Records from a dataset:
################

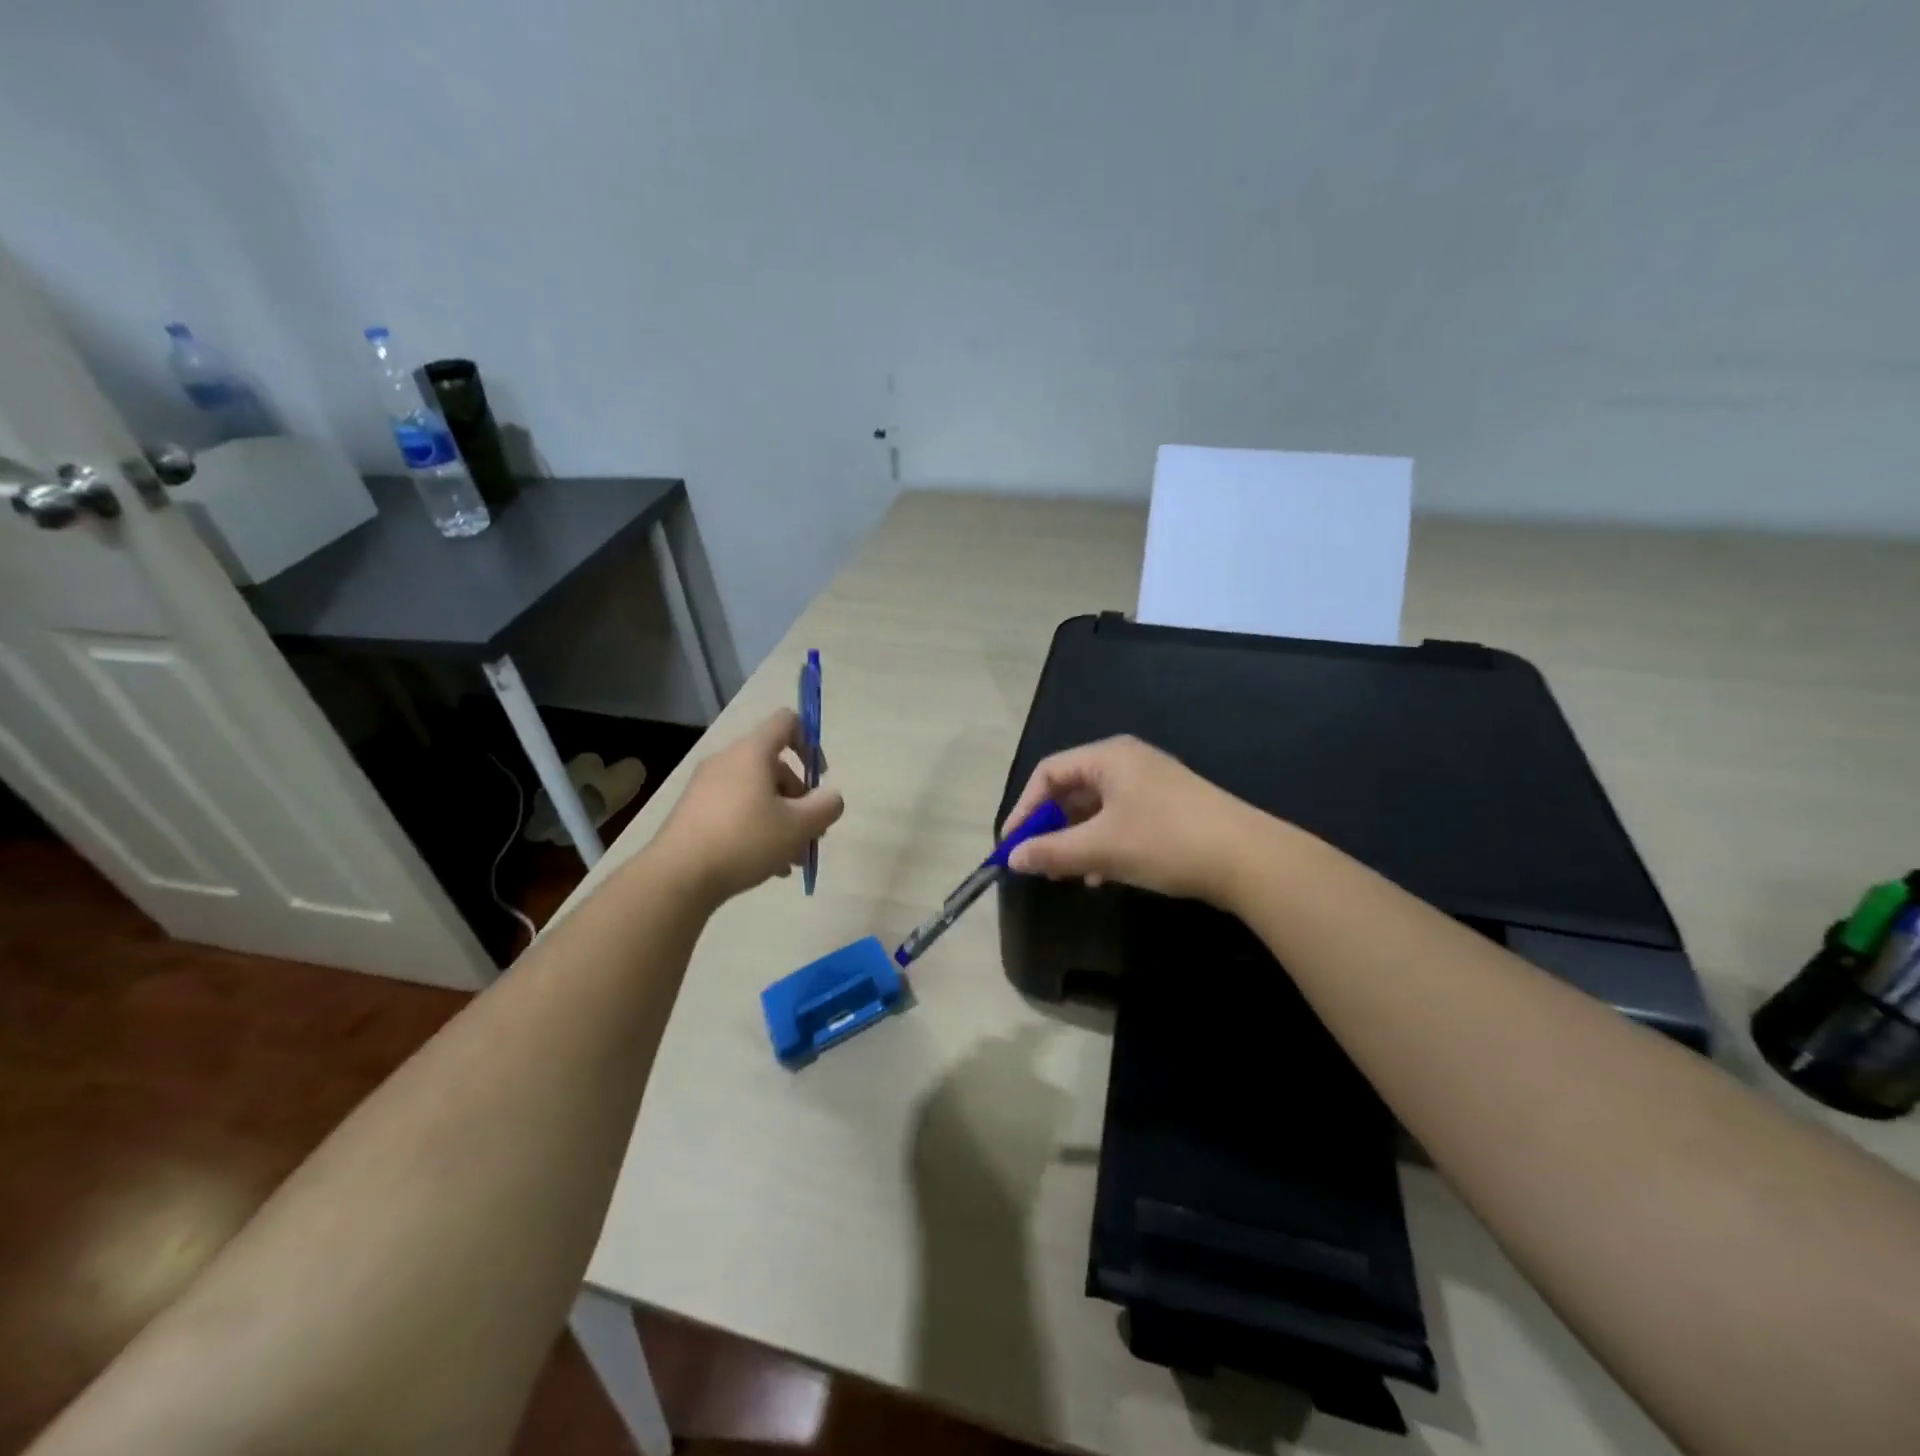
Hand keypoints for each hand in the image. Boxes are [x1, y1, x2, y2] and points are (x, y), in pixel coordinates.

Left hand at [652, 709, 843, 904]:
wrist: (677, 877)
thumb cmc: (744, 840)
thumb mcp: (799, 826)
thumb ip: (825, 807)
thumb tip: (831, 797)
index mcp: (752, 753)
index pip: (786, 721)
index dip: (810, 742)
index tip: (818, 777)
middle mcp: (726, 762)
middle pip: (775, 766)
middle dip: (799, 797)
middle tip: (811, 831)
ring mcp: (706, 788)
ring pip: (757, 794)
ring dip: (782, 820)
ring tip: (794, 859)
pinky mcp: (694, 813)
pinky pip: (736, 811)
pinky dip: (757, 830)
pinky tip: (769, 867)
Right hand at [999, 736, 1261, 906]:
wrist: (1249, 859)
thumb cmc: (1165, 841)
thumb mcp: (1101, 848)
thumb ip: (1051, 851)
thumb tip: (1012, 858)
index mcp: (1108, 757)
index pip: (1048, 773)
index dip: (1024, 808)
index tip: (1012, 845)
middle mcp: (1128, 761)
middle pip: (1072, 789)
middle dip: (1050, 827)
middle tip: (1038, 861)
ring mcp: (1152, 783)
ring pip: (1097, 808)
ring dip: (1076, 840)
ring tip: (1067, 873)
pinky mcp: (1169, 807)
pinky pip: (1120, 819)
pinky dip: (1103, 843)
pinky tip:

################

**TASK OBJECTIVE:**
Work through the records line by line and tally those with the word "hand". Report only the total.

**TASK RESULT:**
3